Plus tard, alors qu'était évoqué le retour éventuel de Wilfried Dalmat pour le choc à Bruges, le Roumain a déclaré : "Je crains que cela soit un peu juste pour dimanche. J'attends le feu vert du Doc."

Chose qu'il n'avait pas faite avec son gardien n°1 puisqu'Andres Espinoza s'est entraîné vendredi dernier sans l'accord du staff médical. Était-ce donc un trait d'humour de le dire au sujet de Wilfried Dalmat ?

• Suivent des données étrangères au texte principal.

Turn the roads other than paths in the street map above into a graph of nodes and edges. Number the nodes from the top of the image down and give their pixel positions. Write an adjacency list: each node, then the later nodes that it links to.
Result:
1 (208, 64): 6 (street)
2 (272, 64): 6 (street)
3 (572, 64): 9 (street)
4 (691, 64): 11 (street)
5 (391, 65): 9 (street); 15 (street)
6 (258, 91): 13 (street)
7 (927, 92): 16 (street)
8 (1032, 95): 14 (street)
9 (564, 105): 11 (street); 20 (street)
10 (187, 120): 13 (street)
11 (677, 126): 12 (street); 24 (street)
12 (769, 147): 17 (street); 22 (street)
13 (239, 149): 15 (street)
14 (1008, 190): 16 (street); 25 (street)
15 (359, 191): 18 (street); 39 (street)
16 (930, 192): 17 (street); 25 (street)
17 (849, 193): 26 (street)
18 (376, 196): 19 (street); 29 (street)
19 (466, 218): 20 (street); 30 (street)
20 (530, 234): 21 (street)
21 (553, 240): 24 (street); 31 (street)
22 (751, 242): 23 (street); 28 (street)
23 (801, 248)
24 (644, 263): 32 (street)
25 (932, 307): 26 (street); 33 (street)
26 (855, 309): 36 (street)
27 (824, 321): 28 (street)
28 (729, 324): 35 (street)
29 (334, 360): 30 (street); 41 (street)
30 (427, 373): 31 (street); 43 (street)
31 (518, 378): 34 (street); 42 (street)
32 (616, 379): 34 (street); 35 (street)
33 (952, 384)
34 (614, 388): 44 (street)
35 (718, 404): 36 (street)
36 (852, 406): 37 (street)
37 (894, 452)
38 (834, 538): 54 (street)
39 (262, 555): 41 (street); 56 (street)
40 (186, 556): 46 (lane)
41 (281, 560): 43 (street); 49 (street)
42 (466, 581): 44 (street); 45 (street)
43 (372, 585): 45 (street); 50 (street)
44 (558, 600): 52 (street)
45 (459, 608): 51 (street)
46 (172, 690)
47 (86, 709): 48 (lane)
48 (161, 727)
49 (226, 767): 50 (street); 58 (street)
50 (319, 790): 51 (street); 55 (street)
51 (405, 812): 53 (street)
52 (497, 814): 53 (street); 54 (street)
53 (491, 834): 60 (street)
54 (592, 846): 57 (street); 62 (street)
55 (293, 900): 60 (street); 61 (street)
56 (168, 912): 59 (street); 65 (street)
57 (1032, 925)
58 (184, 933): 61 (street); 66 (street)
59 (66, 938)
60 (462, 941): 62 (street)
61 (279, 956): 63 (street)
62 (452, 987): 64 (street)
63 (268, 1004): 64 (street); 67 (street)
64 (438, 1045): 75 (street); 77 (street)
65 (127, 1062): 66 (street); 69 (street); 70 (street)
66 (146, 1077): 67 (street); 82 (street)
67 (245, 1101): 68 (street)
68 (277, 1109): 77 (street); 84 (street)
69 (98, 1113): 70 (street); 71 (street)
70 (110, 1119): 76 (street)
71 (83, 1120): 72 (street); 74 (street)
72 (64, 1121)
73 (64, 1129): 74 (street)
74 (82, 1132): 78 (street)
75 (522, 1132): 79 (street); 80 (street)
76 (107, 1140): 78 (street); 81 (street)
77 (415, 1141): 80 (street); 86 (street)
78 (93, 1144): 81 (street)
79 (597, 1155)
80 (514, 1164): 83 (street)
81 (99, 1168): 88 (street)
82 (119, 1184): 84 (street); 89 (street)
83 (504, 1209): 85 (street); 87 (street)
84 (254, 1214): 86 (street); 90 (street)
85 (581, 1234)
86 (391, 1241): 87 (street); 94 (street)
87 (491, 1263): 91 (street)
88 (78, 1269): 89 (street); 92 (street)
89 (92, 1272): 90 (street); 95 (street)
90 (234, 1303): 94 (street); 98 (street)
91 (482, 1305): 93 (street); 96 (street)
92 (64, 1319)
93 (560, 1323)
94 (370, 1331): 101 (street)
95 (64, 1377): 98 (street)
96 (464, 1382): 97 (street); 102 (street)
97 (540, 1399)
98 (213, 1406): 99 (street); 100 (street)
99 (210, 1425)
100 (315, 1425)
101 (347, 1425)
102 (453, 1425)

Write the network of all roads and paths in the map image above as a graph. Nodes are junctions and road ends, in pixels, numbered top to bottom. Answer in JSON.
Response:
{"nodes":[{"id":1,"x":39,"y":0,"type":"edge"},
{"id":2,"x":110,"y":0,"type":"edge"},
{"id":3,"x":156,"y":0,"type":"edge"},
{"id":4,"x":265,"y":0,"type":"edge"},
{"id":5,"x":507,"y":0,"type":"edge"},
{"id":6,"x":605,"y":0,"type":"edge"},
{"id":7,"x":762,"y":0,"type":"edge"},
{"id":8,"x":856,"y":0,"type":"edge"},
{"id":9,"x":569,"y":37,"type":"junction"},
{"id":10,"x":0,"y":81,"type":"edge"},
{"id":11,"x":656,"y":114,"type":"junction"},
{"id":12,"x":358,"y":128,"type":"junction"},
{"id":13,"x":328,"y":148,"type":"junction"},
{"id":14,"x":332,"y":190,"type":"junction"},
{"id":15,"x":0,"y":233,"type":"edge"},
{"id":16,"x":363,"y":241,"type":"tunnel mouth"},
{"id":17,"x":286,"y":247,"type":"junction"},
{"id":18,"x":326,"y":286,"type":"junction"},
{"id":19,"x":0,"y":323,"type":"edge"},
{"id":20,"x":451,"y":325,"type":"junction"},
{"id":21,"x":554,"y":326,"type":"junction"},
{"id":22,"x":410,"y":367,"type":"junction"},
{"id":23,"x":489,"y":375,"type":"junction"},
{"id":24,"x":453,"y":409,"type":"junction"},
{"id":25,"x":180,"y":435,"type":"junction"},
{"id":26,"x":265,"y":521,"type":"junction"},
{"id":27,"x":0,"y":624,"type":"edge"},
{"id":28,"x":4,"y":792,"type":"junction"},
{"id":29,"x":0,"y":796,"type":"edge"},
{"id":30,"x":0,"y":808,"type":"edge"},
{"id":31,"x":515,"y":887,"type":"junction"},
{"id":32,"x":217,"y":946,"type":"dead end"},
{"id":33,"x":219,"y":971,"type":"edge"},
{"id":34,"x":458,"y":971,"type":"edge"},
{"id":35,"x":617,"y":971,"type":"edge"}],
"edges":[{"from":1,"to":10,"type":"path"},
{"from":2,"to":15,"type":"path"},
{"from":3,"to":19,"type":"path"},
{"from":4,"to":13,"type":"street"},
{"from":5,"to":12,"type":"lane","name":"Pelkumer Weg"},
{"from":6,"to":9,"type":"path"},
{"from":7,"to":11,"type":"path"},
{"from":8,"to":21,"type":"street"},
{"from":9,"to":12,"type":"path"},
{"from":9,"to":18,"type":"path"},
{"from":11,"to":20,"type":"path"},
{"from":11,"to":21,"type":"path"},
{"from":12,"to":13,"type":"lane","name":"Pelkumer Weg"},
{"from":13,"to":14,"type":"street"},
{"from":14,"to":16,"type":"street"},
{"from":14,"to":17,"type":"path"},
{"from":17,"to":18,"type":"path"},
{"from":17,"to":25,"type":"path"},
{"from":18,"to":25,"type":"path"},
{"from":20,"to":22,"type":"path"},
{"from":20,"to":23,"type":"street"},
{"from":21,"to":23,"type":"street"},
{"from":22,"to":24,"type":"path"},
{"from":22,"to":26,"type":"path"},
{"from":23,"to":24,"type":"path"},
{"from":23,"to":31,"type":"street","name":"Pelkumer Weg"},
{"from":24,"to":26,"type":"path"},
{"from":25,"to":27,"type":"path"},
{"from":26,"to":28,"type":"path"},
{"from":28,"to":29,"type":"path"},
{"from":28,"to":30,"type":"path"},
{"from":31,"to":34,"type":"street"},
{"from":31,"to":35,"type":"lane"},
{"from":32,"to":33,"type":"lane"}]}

"Ce serait idiot de penser ou d'écrire que je ne respecte pas le médecin. J'ai été joueur de foot et je sais la différence entre avoir mal et être blessé. Je suis persuadé que c'est ce qui s'est passé : l' écho n'a pas détecté de déchirure, mais vu qu'Espinoza disait qu'il avait mal, le Doc a été obligé de dire qu'il était blessé. Le temps est passé et la douleur est partie. Le Doc a donc dit quelque chose qui, a posteriori, s'est avéré inexact. Quand Espinoza est venu à l'entraînement vendredi, je me suis dit : Il est fou. Je lui ai dit de s'entraîner doucement mais j'ai vu qu'il faisait tout. Il était en état de jouer. C'est tout."

Voilà une explication qui fait preuve de davantage de compréhension vis-à-vis du Docteur Daniel que lors de la conférence de presse qui a suivi la défaite contre Zulte-Waregem.

"On venait de perdre. J'étais nerveux" , souligne Laszlo Bölöni. "Quand on m'a parlé d'Espinoza, je me suis dit : mais les journalistes doivent bien savoir qu'il n'a rien vu que je l'ai fait jouer. Et j'ai répondu cela, à chaud. J'ai commis une erreur."